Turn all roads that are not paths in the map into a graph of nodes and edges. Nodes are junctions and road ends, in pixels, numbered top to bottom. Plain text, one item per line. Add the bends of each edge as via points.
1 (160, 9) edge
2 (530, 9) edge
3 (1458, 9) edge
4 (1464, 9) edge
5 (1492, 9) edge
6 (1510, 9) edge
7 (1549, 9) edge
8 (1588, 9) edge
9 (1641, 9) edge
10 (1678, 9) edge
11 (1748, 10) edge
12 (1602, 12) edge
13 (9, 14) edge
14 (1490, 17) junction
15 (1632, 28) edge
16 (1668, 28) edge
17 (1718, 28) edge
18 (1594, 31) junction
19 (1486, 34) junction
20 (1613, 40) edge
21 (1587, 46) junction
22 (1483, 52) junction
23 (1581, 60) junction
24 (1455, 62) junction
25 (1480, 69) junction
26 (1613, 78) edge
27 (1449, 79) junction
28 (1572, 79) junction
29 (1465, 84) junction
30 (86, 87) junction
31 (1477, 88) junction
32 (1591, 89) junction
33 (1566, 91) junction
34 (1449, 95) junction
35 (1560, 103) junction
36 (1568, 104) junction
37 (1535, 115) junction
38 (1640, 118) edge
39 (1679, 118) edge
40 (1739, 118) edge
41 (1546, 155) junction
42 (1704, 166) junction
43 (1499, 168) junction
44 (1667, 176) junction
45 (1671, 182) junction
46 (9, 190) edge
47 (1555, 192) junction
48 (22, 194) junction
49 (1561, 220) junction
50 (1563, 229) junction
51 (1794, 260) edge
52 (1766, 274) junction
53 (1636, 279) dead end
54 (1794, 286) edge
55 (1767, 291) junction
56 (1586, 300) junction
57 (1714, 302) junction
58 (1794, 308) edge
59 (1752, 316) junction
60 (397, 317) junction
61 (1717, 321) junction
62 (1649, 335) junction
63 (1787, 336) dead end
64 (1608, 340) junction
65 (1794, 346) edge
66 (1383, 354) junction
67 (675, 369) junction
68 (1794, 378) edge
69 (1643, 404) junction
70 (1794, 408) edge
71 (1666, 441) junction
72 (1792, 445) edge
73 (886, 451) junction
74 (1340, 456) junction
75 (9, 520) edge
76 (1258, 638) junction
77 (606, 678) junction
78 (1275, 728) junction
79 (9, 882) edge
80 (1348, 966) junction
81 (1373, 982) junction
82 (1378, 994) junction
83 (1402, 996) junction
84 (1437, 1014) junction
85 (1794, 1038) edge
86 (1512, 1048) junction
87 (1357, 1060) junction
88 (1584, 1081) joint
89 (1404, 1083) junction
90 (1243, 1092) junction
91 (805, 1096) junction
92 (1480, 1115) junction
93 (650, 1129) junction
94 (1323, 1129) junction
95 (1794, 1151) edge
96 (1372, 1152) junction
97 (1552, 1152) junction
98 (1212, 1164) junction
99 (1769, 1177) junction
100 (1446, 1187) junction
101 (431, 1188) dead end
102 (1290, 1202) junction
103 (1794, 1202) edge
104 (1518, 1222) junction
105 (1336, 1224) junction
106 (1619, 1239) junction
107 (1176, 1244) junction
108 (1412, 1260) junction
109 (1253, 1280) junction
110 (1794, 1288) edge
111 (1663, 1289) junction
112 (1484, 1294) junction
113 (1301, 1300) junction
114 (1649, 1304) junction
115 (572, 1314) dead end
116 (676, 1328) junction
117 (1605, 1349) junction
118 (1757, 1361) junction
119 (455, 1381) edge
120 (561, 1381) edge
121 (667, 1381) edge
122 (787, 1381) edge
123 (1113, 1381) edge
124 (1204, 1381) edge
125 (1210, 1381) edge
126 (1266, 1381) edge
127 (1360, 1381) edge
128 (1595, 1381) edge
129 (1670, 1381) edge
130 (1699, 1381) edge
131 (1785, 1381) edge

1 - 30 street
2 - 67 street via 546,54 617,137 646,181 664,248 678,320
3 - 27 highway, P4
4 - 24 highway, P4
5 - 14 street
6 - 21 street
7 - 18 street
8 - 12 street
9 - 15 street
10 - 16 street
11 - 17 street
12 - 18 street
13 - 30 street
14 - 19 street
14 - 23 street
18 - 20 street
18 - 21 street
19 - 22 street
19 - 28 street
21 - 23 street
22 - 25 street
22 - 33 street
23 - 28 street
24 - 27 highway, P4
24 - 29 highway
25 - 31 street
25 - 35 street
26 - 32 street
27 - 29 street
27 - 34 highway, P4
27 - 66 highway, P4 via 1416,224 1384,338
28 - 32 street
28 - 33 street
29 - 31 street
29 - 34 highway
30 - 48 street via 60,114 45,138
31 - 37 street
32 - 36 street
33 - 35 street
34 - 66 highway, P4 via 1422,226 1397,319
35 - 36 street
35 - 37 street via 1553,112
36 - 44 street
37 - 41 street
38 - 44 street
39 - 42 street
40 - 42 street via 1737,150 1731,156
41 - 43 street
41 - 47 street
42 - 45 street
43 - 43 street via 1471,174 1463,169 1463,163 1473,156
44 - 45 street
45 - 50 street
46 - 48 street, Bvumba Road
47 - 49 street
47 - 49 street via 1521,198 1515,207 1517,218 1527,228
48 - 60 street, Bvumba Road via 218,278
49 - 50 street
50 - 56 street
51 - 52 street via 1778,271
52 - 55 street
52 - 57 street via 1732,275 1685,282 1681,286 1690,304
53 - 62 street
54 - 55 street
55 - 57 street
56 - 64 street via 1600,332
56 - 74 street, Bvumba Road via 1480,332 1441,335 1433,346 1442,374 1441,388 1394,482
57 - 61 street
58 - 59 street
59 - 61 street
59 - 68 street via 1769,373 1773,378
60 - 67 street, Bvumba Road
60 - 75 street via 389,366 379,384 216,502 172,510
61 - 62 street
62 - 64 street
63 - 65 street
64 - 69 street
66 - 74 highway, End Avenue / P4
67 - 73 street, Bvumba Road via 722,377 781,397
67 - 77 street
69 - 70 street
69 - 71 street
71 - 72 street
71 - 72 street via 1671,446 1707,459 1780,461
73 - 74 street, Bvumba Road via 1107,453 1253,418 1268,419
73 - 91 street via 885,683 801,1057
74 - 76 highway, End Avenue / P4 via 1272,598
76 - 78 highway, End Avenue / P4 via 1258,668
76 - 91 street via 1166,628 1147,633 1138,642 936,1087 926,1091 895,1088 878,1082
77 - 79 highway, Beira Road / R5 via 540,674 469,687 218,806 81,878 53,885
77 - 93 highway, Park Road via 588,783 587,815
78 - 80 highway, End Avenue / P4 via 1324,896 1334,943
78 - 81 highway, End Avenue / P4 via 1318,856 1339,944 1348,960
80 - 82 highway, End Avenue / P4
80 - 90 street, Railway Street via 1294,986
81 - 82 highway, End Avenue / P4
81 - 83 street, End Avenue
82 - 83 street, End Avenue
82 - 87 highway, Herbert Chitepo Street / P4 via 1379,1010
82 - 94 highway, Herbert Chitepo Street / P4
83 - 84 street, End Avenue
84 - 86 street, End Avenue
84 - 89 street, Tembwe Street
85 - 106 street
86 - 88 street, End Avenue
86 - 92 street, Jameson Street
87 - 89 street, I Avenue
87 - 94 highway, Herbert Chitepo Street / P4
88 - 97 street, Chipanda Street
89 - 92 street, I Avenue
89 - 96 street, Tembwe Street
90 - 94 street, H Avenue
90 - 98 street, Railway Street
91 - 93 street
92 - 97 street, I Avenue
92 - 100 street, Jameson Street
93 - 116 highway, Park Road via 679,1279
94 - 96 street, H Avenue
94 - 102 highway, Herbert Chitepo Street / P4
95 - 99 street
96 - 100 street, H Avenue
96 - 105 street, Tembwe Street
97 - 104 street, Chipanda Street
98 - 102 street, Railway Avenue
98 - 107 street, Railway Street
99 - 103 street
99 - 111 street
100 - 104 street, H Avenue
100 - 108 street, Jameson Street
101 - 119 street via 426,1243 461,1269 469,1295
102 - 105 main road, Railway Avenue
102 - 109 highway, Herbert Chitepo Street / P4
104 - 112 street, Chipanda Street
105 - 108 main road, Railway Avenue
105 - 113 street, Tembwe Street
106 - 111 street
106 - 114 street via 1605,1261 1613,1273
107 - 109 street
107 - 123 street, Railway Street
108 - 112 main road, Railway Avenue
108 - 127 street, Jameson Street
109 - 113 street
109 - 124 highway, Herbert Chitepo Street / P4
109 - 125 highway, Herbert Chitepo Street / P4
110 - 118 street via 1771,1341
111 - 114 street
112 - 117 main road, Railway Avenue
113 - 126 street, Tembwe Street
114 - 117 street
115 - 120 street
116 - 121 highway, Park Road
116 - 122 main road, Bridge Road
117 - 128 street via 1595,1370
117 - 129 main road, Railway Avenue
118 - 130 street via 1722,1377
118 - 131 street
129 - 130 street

**EXERCISE PROMPT:**
Look through the material and find each line that includes "Park", then copy it.

**WRITTEN RESPONSE:**
77 - 93 highway, Park Road via 588,783 587,815
93 - 116 highway, Park Road via 679,1279
116 - 121 highway, Park Road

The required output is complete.